What is described as the most common intraoperative complication of a Lapidus procedure?

Explanation:
During a Lapidus procedure, the most common intraoperative issue is fragments breaking off from the bone surfaces you’re trying to create for fusion. The first tarsometatarsal joint has strong plantar-ligamentous and soft tissue attachments on the plantar aspect. When you resect surfaces to prepare a flat, congruent fusion bed, those attachments can pull or shear small pieces of bone away, leaving irregular surfaces or loose fragments that interfere with proper bone contact and compression. Anticipating this, the surgeon carefully releases the plantar attachments and resects with attention to preserving clean, even surfaces that can be compressed for solid fusion. While other complications like dorsal bleeding, superficial peroneal nerve injury, or intraoperative joint instability can occur, they are not as characteristic or as common as fragmentation from plantar attachments.

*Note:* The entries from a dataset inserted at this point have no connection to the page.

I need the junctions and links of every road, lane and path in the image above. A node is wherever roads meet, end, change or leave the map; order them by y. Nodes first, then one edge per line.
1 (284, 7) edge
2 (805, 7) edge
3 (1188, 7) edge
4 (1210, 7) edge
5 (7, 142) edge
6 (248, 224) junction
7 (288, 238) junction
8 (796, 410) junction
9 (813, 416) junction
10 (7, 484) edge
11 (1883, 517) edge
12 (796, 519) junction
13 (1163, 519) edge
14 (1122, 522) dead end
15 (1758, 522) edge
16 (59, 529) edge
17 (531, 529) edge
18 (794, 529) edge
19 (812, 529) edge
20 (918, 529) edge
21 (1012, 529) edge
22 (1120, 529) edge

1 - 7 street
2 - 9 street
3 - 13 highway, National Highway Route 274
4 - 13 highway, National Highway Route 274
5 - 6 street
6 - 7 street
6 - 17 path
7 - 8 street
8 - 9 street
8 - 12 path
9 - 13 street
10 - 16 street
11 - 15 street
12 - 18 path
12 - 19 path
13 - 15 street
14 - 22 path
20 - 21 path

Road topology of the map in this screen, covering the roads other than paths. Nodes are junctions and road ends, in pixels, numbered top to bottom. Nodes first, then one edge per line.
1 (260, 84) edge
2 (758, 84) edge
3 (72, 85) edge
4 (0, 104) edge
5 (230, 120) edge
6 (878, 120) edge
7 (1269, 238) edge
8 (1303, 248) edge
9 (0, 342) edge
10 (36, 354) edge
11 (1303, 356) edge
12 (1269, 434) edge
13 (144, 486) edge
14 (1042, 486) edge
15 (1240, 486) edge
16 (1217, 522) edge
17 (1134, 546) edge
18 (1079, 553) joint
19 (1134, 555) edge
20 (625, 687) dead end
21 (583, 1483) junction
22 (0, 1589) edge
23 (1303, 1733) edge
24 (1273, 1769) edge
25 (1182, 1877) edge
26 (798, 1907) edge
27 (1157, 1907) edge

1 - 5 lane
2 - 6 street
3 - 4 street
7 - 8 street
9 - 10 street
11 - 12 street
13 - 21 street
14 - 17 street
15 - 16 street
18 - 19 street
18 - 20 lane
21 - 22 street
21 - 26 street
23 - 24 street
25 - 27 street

During a Lapidus procedure, the most common intraoperative issue is fragments breaking off from the bone surfaces you’re trying to create for fusion. The first tarsometatarsal joint has strong plantar-ligamentous and soft tissue attachments on the plantar aspect. When you resect surfaces to prepare a flat, congruent fusion bed, those attachments can pull or shear small pieces of bone away, leaving irregular surfaces or loose fragments that interfere with proper bone contact and compression.

Anticipating this, the surgeon carefully releases the plantar attachments and resects with attention to preserving clean, even surfaces that can be compressed for solid fusion. While other complications like dorsal bleeding, superficial peroneal nerve injury, or intraoperative joint instability can occur, they are not as characteristic or as common as fragmentation from plantar attachments.